Le terme de « bilan énergétique » paraît souvent bien abstrait et s’emploie dans des pratiques tellement diverses que l’on a du mal à saisir de quoi on parle.
En séance de shiatsu et d’acupuncture, dresser un bilan implique tacitement que chaque séance est toujours adaptée selon la plainte, l’état et le besoin que la personne va exprimer en consultation.
Voyez ci-dessous la liste (non exhaustive et résumée) des phases de diagnostic employées en médecines chinoise et japonaise, mixité de méthodes concrètes que j’utilise constamment pour déterminer le traitement que je vais appliquer.
1. L’observation : on examine visuellement l’aspect général de la personne, certaines parties de son corps et, plus rarement dans ma pratique, certains de ses excrétas.
A titre d’exemple, on va porter l’attention sur la morphologie, le teint, l’éclat du regard, de la peau, des cheveux, etc. La dynamique et la gestuelle nous oriente également sur la tendance globale de la circulation du Qi de la personne.
L’observation de la langue est un aspect essentiel de l’appréciation de l’état interne pour les raisons suivantes :
– ses tissus étant très vascularisés, elle renseigne sur l’équilibre du Qi et du Sang ;
– elle est en relation directe avec les Organes et Entrailles, notamment le Cœur, la Rate et l’Estomac ;
– elle est parcourue par plusieurs Méridiens ;
– en raison pratique, l’examen de la langue est rapide et facile à réaliser – bien que son interprétation puisse être complexe, il n’exige pas de matériel sophistiqué ni de techniques élaborées.

2. L’audition et l’olfaction se focalisent sur les caractéristiques de la voix, de la respiration et des odeurs corporelles.
3. L’interrogatoire : on récolte des informations sur les antécédents de la personne, les circonstances de survenue de l’évolution de sa problématique, ses perceptions et réactions, les facteurs aggravant et améliorant ses symptômes …
4. La palpation de certaines zones selon la problématique :
– le Hara, terme japonais qui désigne le centre vital de l’humain autrement dit son abdomen. La palpation du ventre est appelée « fukushin » : « fuku » signifie un sac, littéralement la poche contenant les organes vitaux.
Le diagnostic du Hara se fait par un toucher subtile et profond, il renseigne sur l’état énergétique des viscères et méridiens associés.
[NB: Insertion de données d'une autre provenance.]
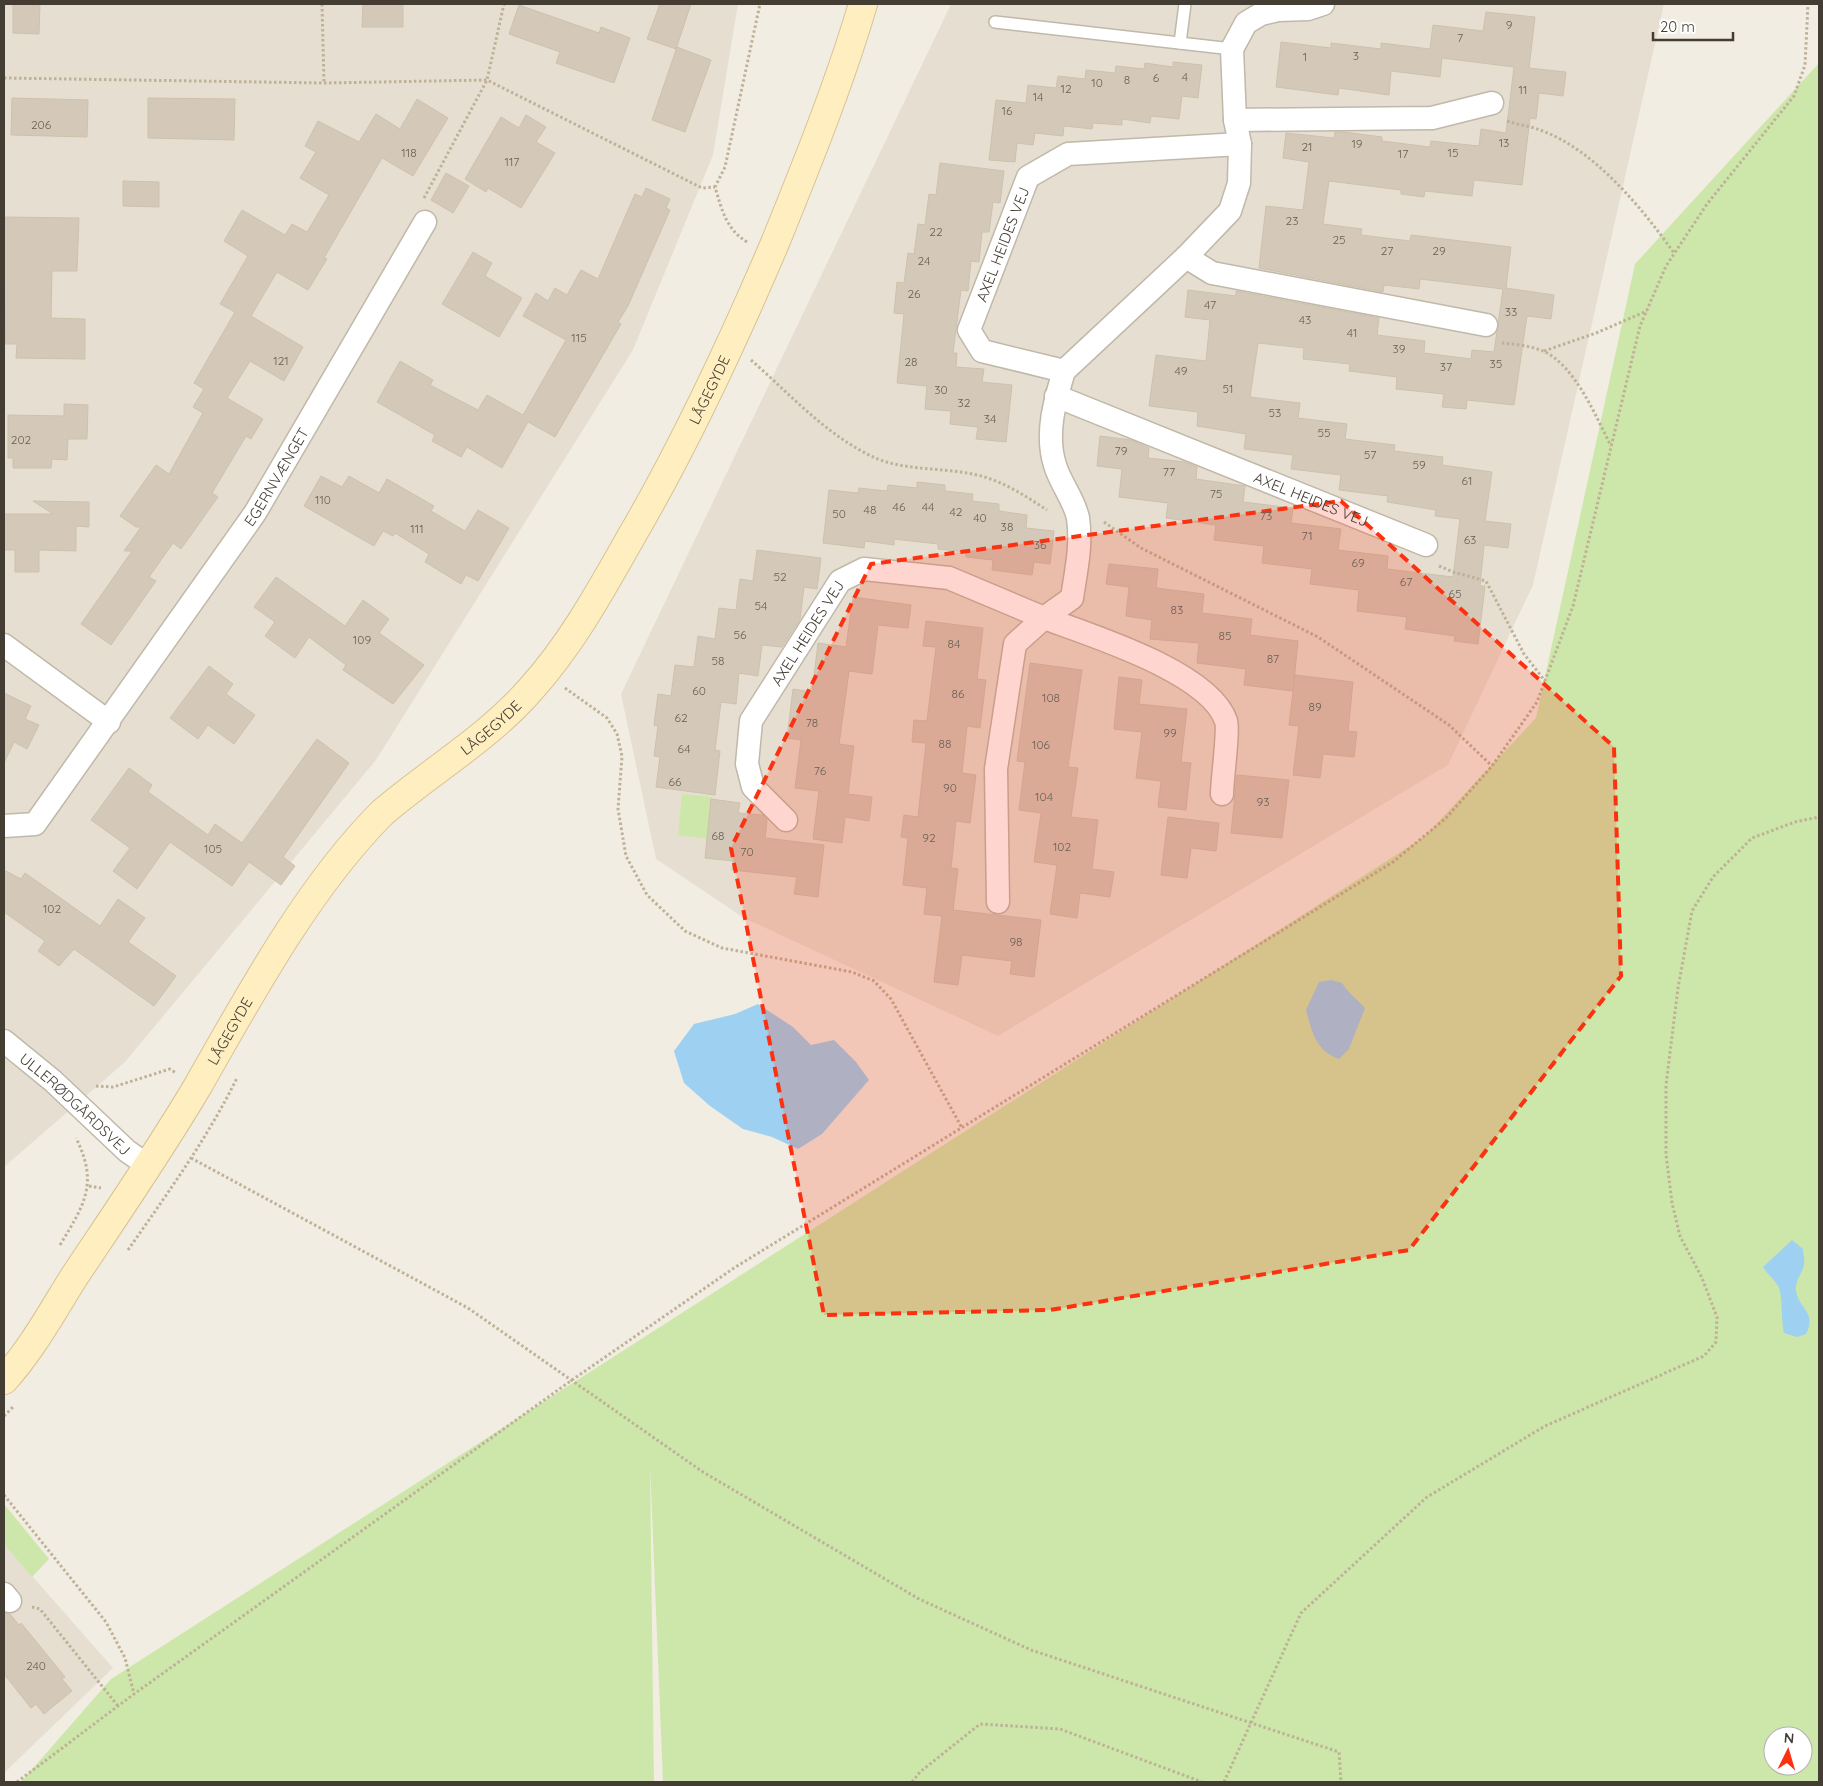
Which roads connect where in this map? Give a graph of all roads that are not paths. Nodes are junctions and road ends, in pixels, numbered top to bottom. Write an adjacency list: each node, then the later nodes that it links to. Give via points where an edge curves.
1 (863, 4): 24 (street, LÅGEGYDE, via 825,118 729,348 644,515 586,613 544,673 512,709 398,800 367,828 333,870 276,953)
2 (1185, 4): 5 (lane)
3 (1323, 4): 6 (street, via 1308,9 1260,14 1246,24)
4 (994, 22): 5 (lane)
5 (1180, 43): 6 (lane)
6 (1232, 50): 8 (street)
7 (1492, 103): 8 (street, via 1432,118)
8 (1235, 120): 9 (street)
9 (1240, 144): 11 (street, via 1240,183 1230,211); 13 (street, AXEL HEIDES VEJ, via 1068,154 1028,177 969,330 982,351)
10 (425, 222): 18 (street, EGERNVÆNGET, via 255,513)
11 (1186, 257): 12 (street, via 1212,273); 13 (street)
12 (1486, 324)
13 (1064, 371): 14 (street)
14 (1056, 396): 15 (street, AXEL HEIDES VEJ); 16 (street, via 1050,434 1055,465 1077,515 1080,539 1072,598)
15 (1426, 545)
16 (1044, 618): 19 (street, AXEL HEIDES VEJ, via 1146,656 1209,694 1226,722); 20 (street, AXEL HEIDES VEJ, via 949,578 864,569 840,581 751,721 747,764 753,787); 22 (street, via 1015,644 996,769)
17 (4, 645): 18 (street)
18 (109, 722): 21 (street, EGERNVÆNGET, via 35,824)
19 (1222, 794)
20 (786, 820)
21 (4, 826)
22 (998, 902)
23 (4, 1040): 24 (street, ULLERØDGÅRDSVEJ, via 127,1151)
24 (147, 1165): 25 (street, LÅGEGYDE, via 32,1343)
25 (4, 1380)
En général à cette étape, diagnostic et traitement s’entremêlent : on palpe pour sentir le Qi et lui donner une direction. Cette technique est directement tirée de l’Ampuku, technique de soin ancêtre du shiatsu.
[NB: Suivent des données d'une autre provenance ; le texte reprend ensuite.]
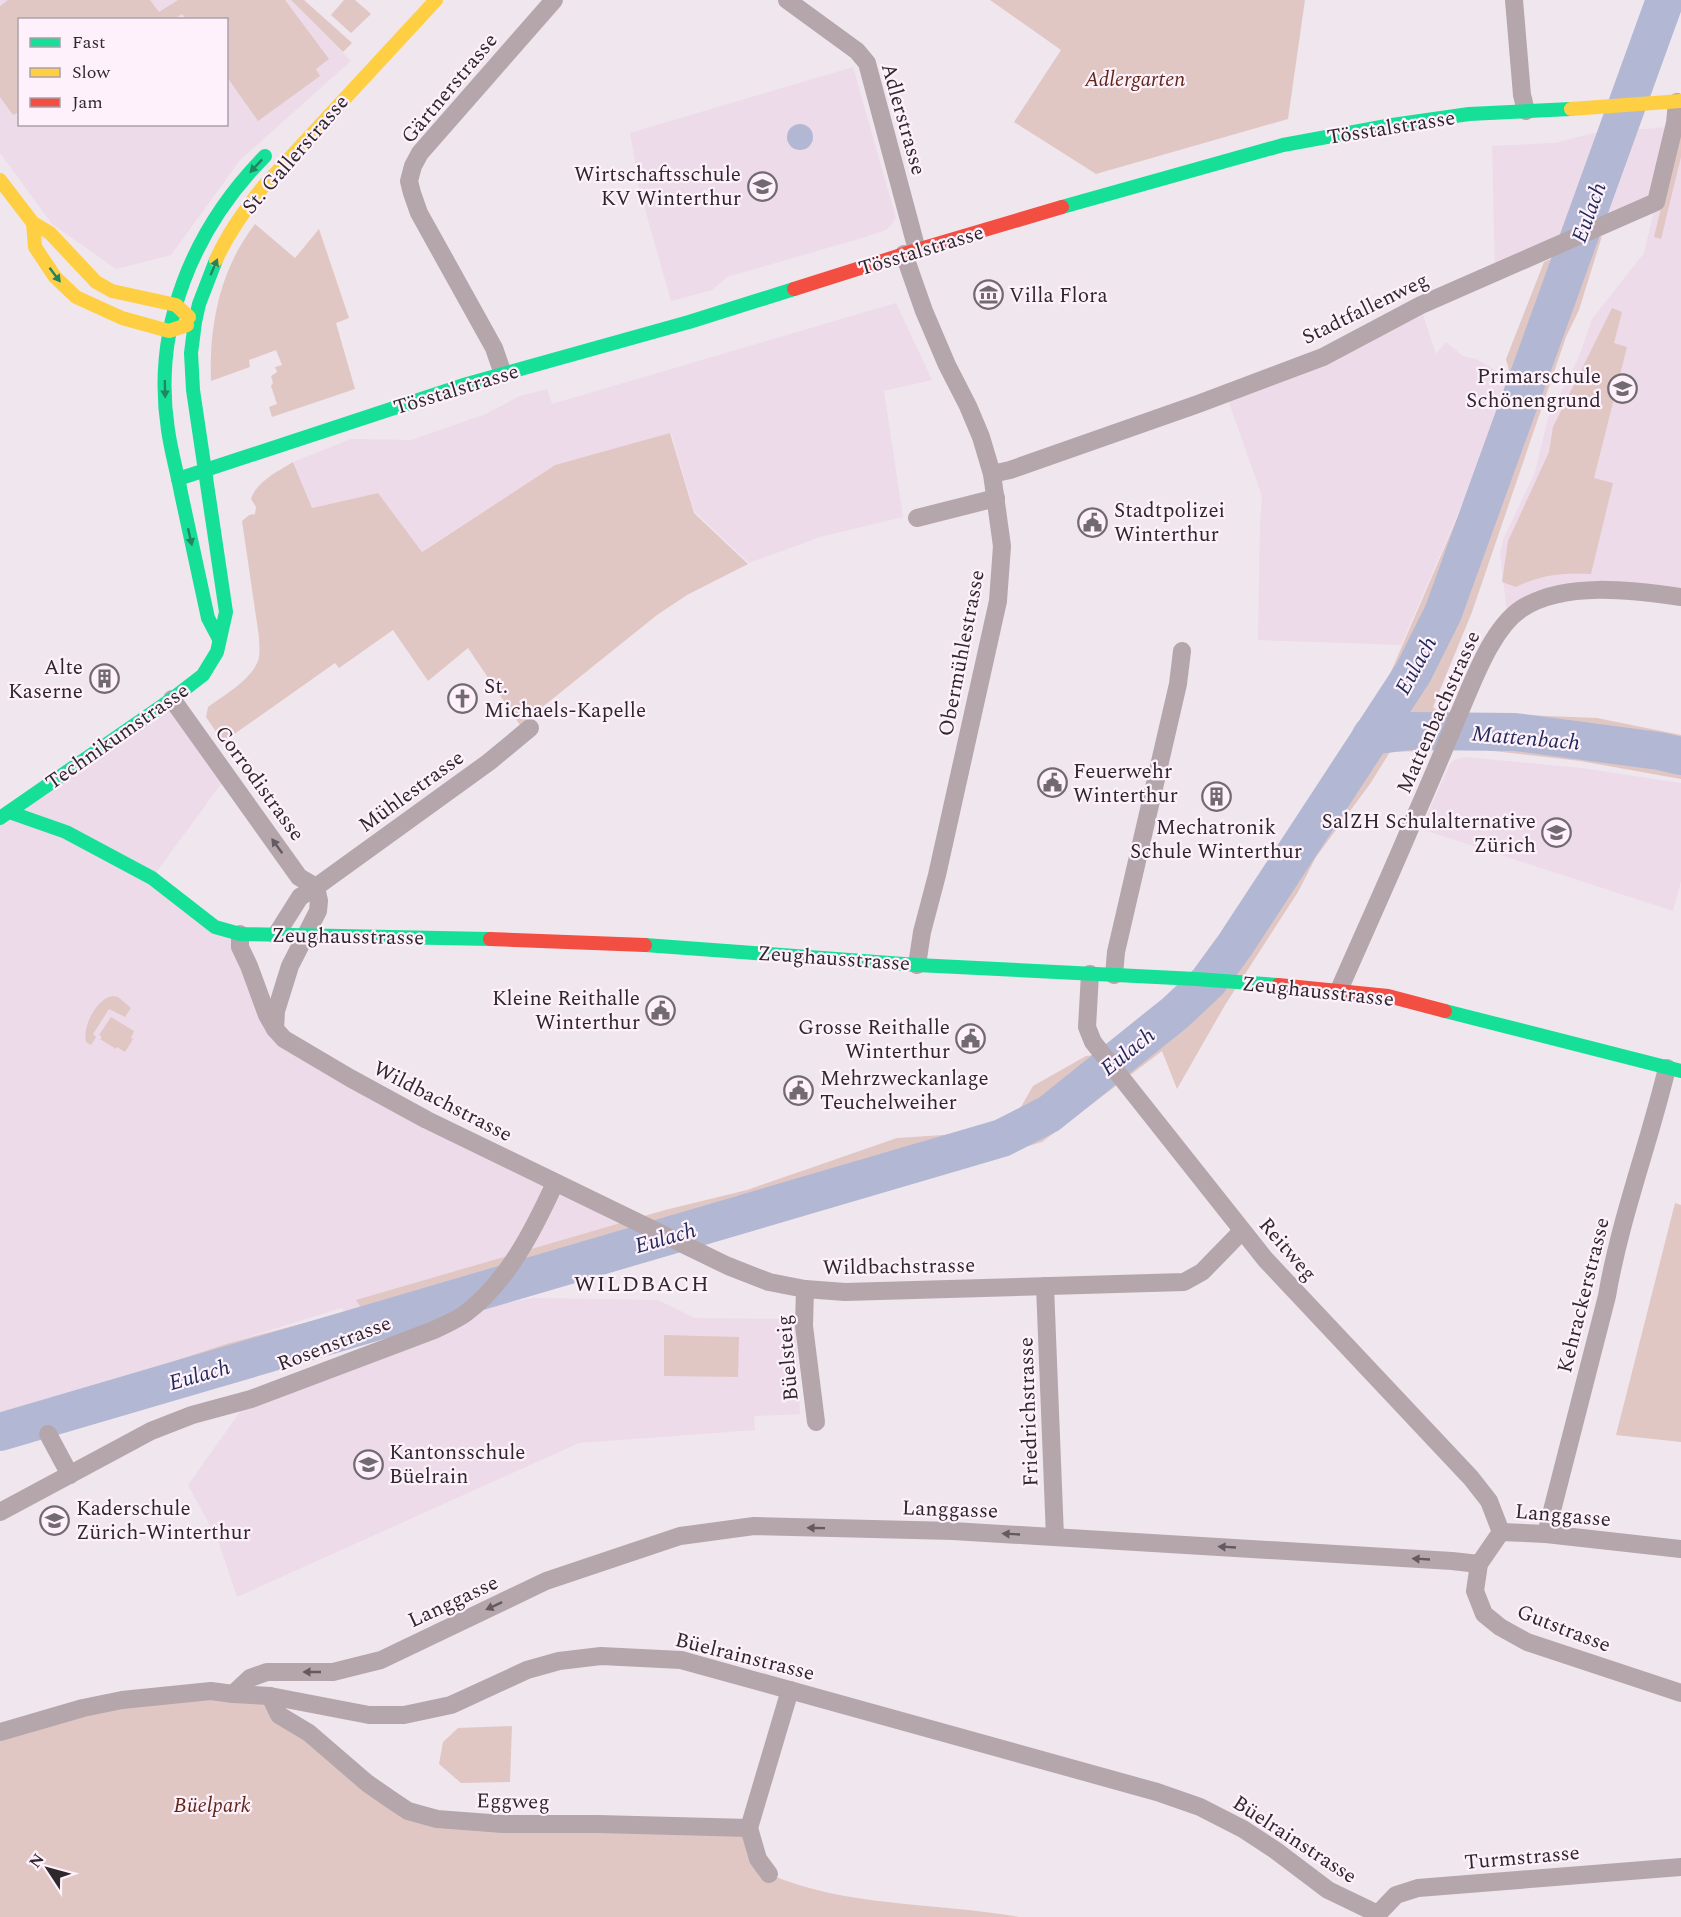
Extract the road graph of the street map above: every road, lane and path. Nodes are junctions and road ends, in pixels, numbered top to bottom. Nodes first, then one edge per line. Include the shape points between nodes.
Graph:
1 (436, 0) edge
2 (554, 0) edge
3 (787, 0) edge
4 (1514, 0) edge
5 (380, 60) junction
6 (1679, 101) edge
7 (318, 109) dead end
8 (1526, 111) junction
9 (275, 147) dead end
10 (0, 180) edge
11 (33, 223) junction
12 (910, 252) junction
13 (176, 305) junction
14 (195, 322) junction
15 (169, 331) junction
16 (503, 374) junction
17 (204, 470) junction
18 (992, 474) junction
19 (178, 479) junction
20 (996, 498) junction
21 (917, 518) dead end
22 (1681, 597) edge
23 (219, 641) junction
24 (1182, 651) dead end
25 (172, 699) junction
26 (530, 728) dead end
27 (5, 815) edge
28 (316, 887) junction
29 (240, 934) junction
30 (276, 935) junction
31 (305, 935) junction
32 (917, 964) junction
33 (249, 966) junction
34 (290, 966) junction
35 (1090, 974) junction
36 (1114, 975) junction
37 (1339, 990) junction
38 (275, 1029) junction
39 (1674, 1070) edge
40 (555, 1183) junction
41 (1242, 1230) junction
42 (1046, 1286) junction
43 (805, 1289) junction
44 (816, 1422) dead end
45 (48, 1434) dead end
46 (70, 1475) junction
47 (0, 1512) edge
48 (1501, 1532) junction
49 (1546, 1534) junction
50 (1055, 1537) junction
51 (1681, 1549) edge
52 (1479, 1564) junction
53 (790, 1690) junction
54 (1681, 1693) edge
55 (233, 1694) junction
56 (270, 1696) junction
57 (0, 1732) edge
58 (749, 1828) junction
59 (1681, 1867) edge
60 (769, 1874) dead end
61 (1378, 1916) edge

1 - 5 main road, St. Gallerstrasse
2 - 16 street, Gärtnerstrasse via 420,153 409,181 419,213 494,348
3 - 12 street, Adlerstrasse via 857,51 867,63
4 - 8 street
5 - 7 main road, St. Gallerstrasse
14 -> 5 main road, St. Gallerstrasse via 210,275 240,217 285,161
6 - 8 main road, Tösstalstrasse
6 - 18 street, Stadtfallenweg via 1656,202 1421,305 1323,357
8 - 12 main road, Tösstalstrasse via 1469,114 1282,145
9 -> 13 main road, St. Gallerstrasse via 238,186 208,230
10 - 11 main road
11 - 13 main road via 50,232 96,282 111,291
11 -> 15 main road via 35,247 55,277 76,297 122,318
12 - 16 main road, Tösstalstrasse via 689,322
12 - 18 street, Obermühlestrasse via 924,311 981,437
13 - 14 main road
13 - 15 main road, St. Gallerstrasse
14 - 15 main road
14 - 17 main road, St. Gallerstrasse via 191,354 193,390
15 -> 19 main road, St. Gallerstrasse via 165,399
16 - 17 main road, Tösstalstrasse
17 - 19 main road, Tösstalstrasse
17 - 23 main road, Technikumstrasse via 226,612
18 - 20 street, Obermühlestrasse
19 -> 23 main road via 208,618
20 - 21 street
20 - 32 street, Obermühlestrasse via 1002,546 998,601
22 - 37 street, Mattenbachstrasse via 1588,590 1559,593 1532,603 1508,620 1498,632 1460,713
23 - 25 main road, Technikumstrasse via 218,652 203,675
24 - 36 street
25 - 27 main road, Technikumstrasse
28 -> 25 street, Corrodistrasse via 299,877
26 - 28 street, Mühlestrasse
27 - 29 main road, Zeughausstrasse via 49,825 104,852 152,878 214,927
28 - 30 street, Mühlestrasse via 300,897
28 - 31 street via 318,911
29 - 30 main road, Zeughausstrasse
29 - 33 street, Wildbachstrasse via 240,947
30 - 31 main road, Zeughausstrasse
31 - 32 main road, Zeughausstrasse via 636,944
31 - 34 street
32 - 35 main road, Zeughausstrasse
33 - 34 street via 267,982 282,977
33 - 38 street, Wildbachstrasse
34 - 38 street via 276,1011
35 - 36 main road, Zeughausstrasse
35 - 41 street, Reitweg via 1087,1028 1093,1042
36 - 37 main road, Zeughausstrasse
37 - 39 main road, Zeughausstrasse via 1388,996
38 - 40 street, Wildbachstrasse via 284,1039 350,1078
39 - 49 street, Kehrackerstrasse via 1658,1104 1613,1263
40 - 43 street, Wildbachstrasse via 728,1266 770,1282
40 - 46 street, Rosenstrasse via 537,1222 511,1263 466,1312 434,1330 251,1399 151,1431
41 - 42 street, Wildbachstrasse via 1202,1272 1184,1282
41 - 48 street, Reitweg via 1471,1478 1489,1501
42 - 43 street, Wildbachstrasse via 845,1293
42 - 50 street, Friedrichstrasse
43 - 44 street, Büelsteig via 804,1326
45 - 46 street
46 - 47 street, Rosenstrasse
48 - 49 street, Langgasse
48 - 52 street, Langgasse
49 - 51 street, Langgasse
52 -> 50 street, Langgasse
50 -> 55 street, Langgasse via 754,1526 680,1536 546,1581 381,1660 333,1672 267,1672 250,1678
52 - 54 street, Gutstrasse via 1475,1591 1484,1614 1500,1627 1527,1642
53 - 56 street, Büelrainstrasse via 681,1660 601,1656 527,1670 450,1705 404,1715 369,1714
53 - 58 street
53 - 61 street, Büelrainstrasse via 1157,1791 1200,1807 1250,1833 1328,1890
55 - 56 street, Büelrainstrasse
55 - 57 street, Büelrainstrasse via 210,1691 122,1700
56 - 58 street, Eggweg via 279,1715 309,1733 375,1788 408,1811 437,1819 503,1824
58 - 60 street via 758,1859
59 - 61 street, Turmstrasse via 1418,1888 1396,1895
– le dos, de nature plus robuste avec ses multicouches de muscles, renseigne sur les déséquilibres plus anciens qui ont eu le temps de se marquer en profondeurs.
– les pouls de l’artère radiale (sur la face interne du poignet) dont on apprécie la fréquence, la qualité, la profondeur, la forme et bien d’autres éléments subtils qui renseignent sur la localisation et l’évolution du syndrome.


– les méridiens et certains points, pour discriminer lesquels ont besoin d’être traité, avec des pressions de shiatsu ou des aiguilles d’acupuncture.
Tant d’outils sensibles qui permettent de lire les tendances, de sonder le terrain, de percevoir la vitalité et les faiblesses de la personne afin de discerner ses sources de déséquilibres à traiter.
Il est évident que toutes ces phases de diagnostic ne sont pas séparées dans la pratique et se chevauchent au cours de la consultation. Par exemple, on peut observer des aspects visuels tout en interrogeant la personne.
Au cas par cas, j’adapte et m’attarde sur les phases du bilan que je juge les plus appropriées et efficaces.
Pour rappel, malgré l’usage ici de termes à consonnance médicale (diagnostic, consultation…), une séance de shiatsu ne substitue pas à l’avis d’un professionnel de la santé, mais se considère plutôt comme une approche de soin complémentaire.